#### INPUT FOR THIS TASK:
=== Begin Enclosure ===

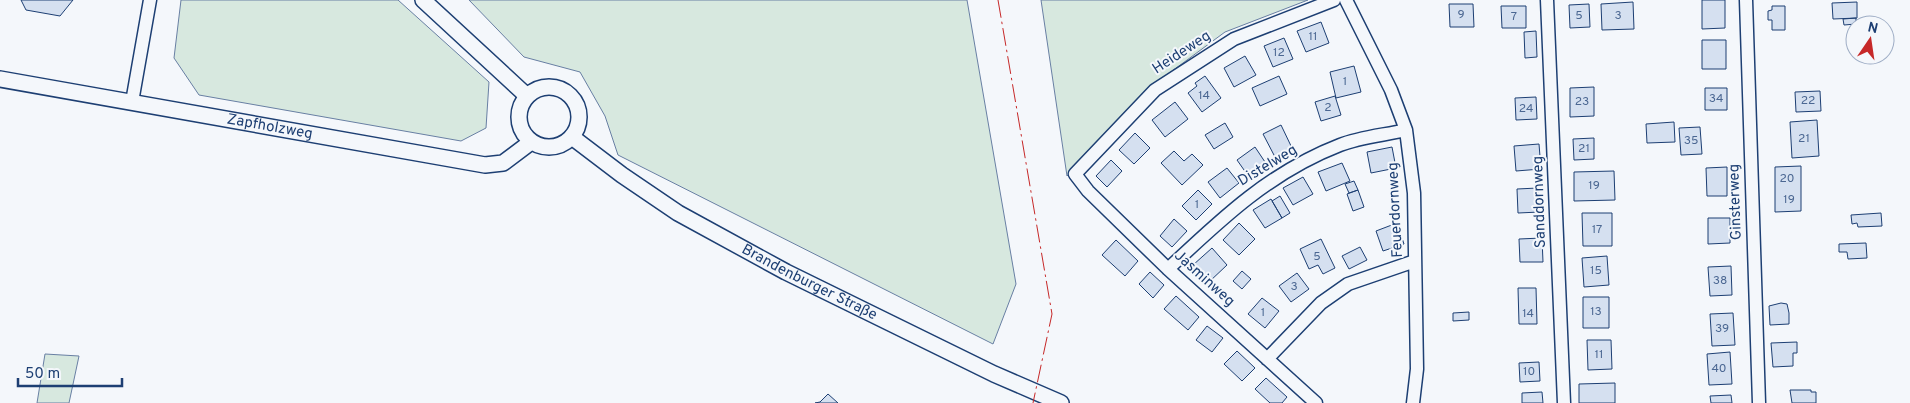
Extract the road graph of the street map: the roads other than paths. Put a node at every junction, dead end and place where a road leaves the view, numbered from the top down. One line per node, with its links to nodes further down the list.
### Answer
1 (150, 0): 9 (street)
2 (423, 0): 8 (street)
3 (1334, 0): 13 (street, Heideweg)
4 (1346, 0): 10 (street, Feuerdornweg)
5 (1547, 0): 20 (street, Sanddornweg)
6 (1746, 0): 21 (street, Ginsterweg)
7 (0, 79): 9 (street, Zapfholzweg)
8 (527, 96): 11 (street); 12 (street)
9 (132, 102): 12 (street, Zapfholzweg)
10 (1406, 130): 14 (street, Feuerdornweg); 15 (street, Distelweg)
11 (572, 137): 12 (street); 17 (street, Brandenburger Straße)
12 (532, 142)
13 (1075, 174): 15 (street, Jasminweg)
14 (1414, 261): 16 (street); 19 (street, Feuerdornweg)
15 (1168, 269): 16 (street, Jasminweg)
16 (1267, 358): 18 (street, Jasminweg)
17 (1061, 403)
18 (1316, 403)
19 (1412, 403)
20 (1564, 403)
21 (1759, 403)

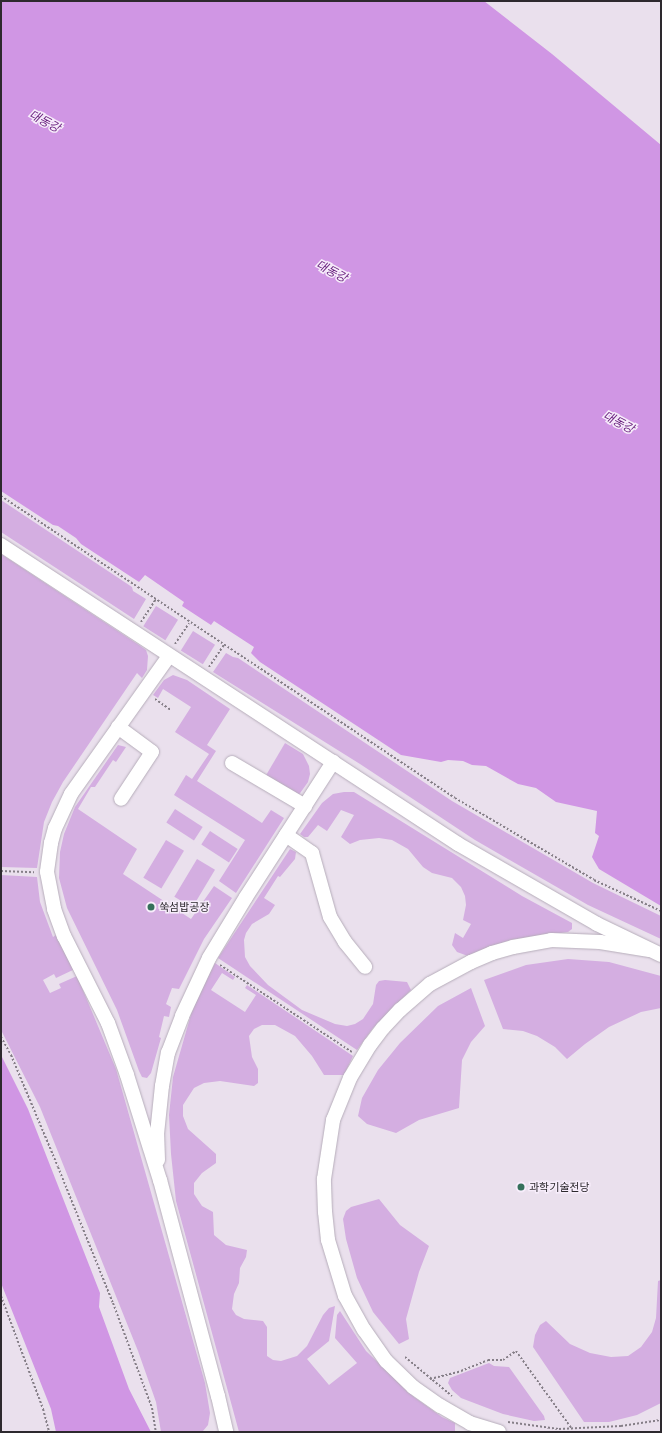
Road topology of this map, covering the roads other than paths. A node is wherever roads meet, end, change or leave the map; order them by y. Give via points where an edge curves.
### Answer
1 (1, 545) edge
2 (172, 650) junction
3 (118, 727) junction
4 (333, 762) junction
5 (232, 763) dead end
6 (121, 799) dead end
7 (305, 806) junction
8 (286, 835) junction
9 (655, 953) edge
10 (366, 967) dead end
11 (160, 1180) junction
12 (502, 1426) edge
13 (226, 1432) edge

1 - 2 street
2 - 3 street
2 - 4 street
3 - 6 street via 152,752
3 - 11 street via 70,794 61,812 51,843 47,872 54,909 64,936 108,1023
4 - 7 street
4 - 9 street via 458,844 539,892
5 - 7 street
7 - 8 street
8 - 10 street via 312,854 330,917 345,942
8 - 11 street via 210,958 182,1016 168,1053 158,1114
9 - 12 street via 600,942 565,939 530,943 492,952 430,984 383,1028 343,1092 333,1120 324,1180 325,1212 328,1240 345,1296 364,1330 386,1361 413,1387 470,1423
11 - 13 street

=== End Enclosure ===
=== Begin Enclosure ===

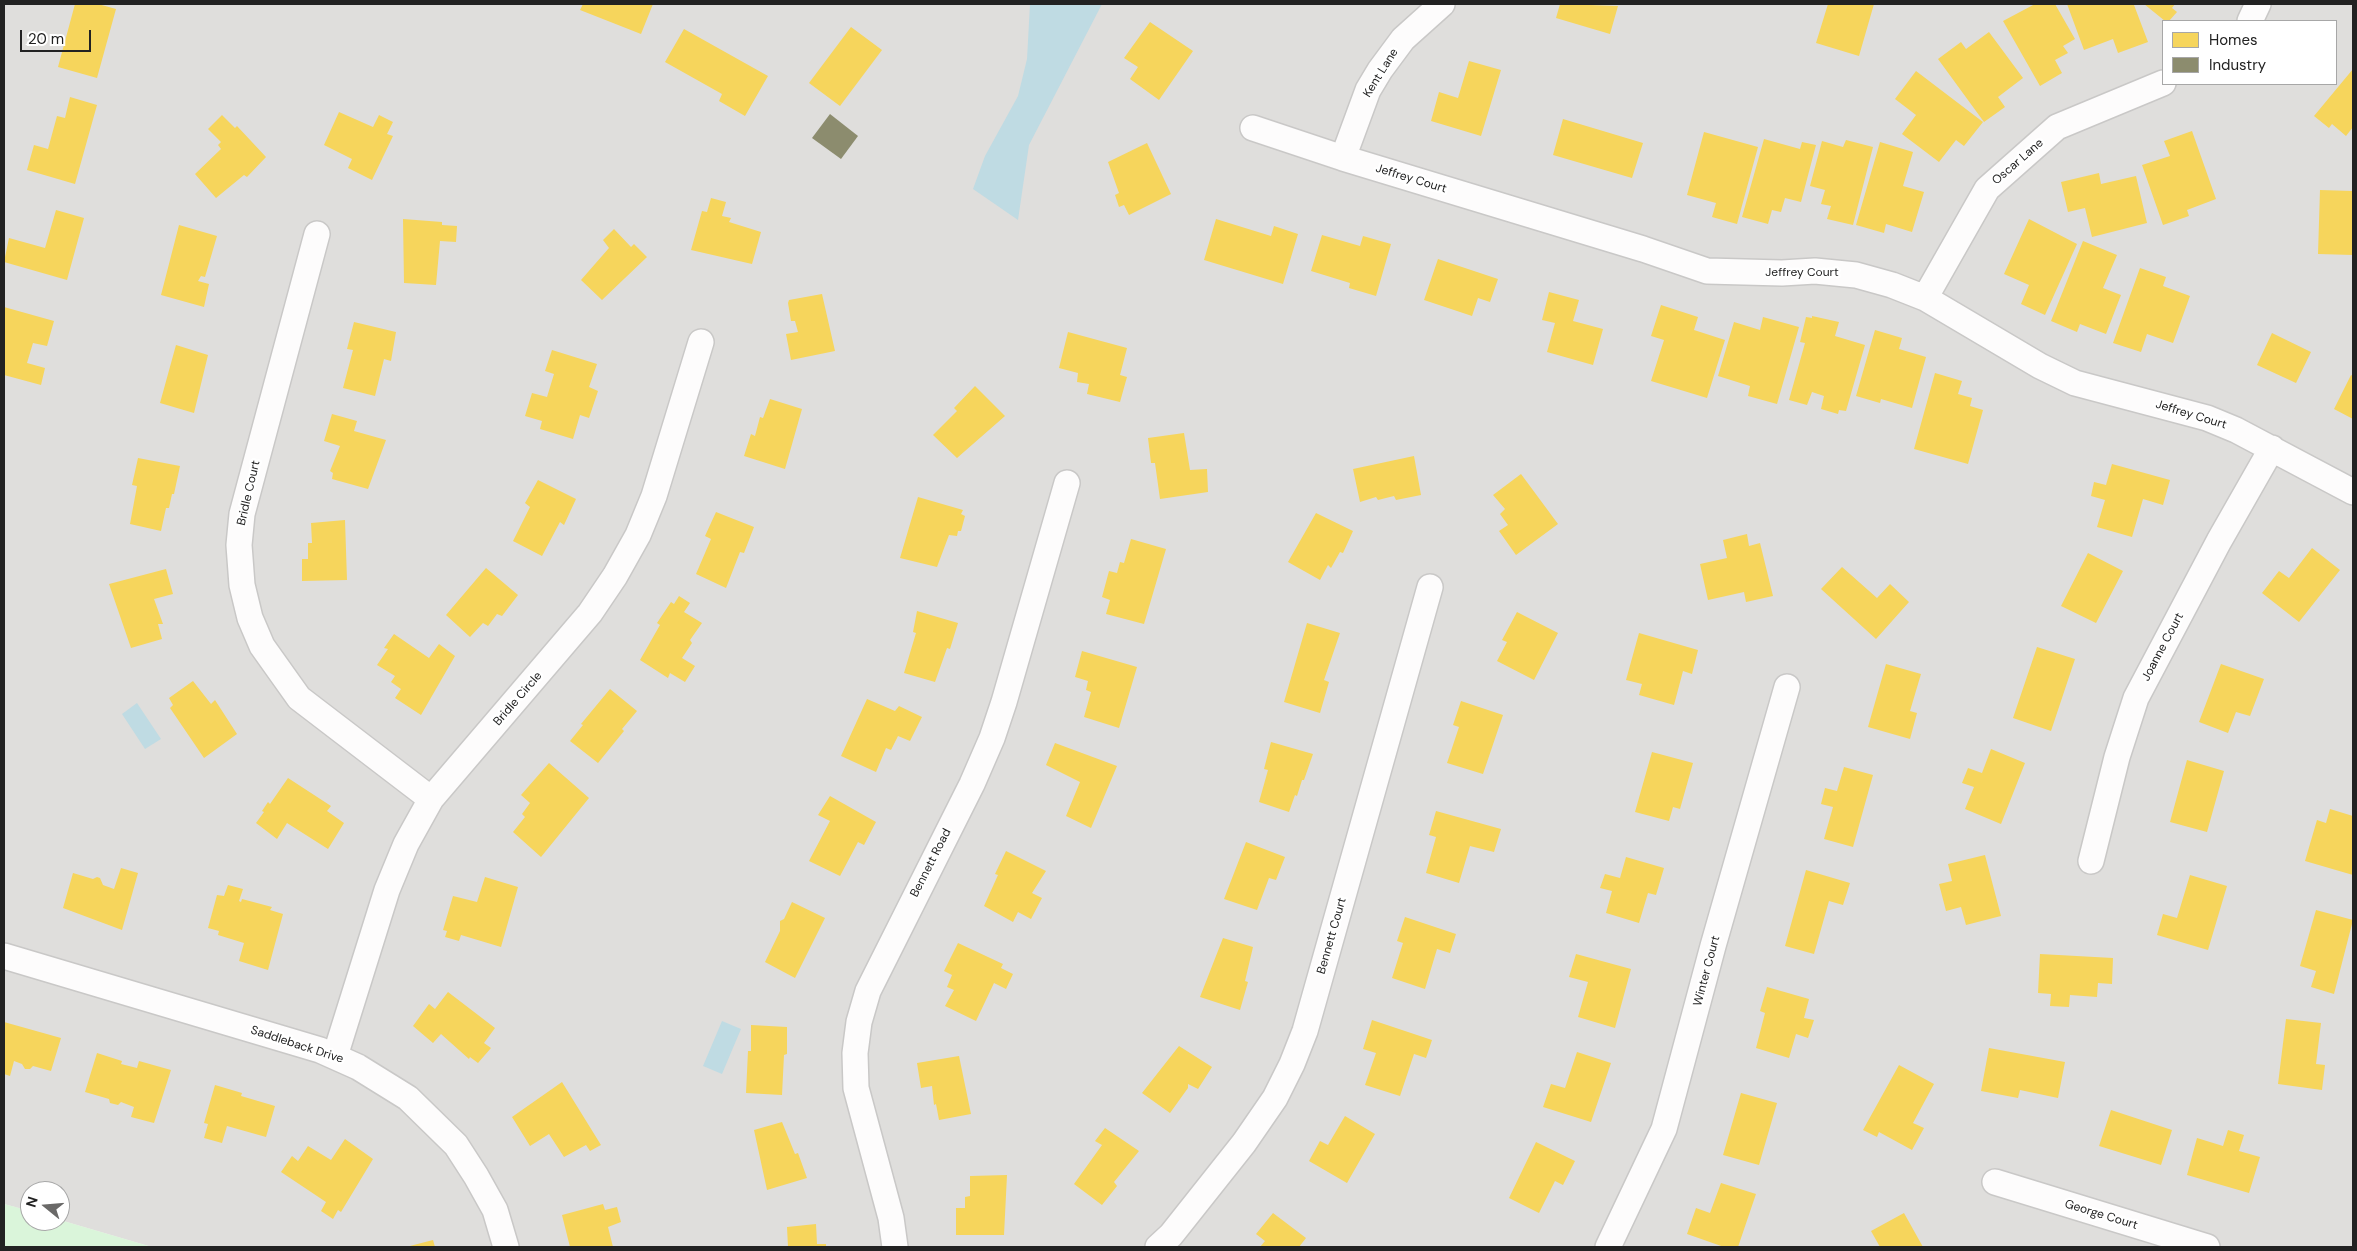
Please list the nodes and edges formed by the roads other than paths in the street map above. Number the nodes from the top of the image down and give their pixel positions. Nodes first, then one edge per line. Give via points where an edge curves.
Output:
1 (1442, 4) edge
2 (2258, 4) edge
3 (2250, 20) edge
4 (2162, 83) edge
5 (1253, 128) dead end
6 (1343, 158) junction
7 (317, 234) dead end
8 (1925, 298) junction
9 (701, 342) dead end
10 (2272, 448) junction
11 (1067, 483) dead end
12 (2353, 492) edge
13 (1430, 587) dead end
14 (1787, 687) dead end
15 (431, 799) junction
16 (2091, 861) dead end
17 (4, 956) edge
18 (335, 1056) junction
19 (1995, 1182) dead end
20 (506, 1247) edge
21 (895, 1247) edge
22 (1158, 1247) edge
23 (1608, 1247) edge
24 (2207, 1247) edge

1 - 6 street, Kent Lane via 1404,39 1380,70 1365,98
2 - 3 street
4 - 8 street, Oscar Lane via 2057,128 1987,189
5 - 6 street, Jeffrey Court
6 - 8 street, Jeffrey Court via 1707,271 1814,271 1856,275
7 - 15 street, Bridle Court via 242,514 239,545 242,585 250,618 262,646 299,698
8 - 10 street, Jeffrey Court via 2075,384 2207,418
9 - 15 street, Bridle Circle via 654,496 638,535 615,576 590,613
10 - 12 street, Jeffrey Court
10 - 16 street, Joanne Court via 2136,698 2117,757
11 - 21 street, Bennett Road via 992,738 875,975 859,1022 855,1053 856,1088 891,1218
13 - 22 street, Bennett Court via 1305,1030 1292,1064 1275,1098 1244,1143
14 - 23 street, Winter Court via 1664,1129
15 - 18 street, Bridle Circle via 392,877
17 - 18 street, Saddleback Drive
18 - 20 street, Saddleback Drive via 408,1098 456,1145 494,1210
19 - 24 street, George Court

=== End Enclosure ===
=== Begin Enclosure ===

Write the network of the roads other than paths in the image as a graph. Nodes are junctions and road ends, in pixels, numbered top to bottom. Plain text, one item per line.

=== End Enclosure ===

#### TASK:
Search the entries for the string "Give" and return each line where it turns up.

#### RESPONSE TO THIS TASK:
Road topology of this map, covering the roads other than paths. A node is wherever roads meet, end, change or leave the map; order them by y. Give via points where an edge curves.
Please list the nodes and edges formed by the roads other than paths in the street map above. Number the nodes from the top of the image down and give their pixel positions. Nodes first, then one edge per line. Give via points where an edge curves.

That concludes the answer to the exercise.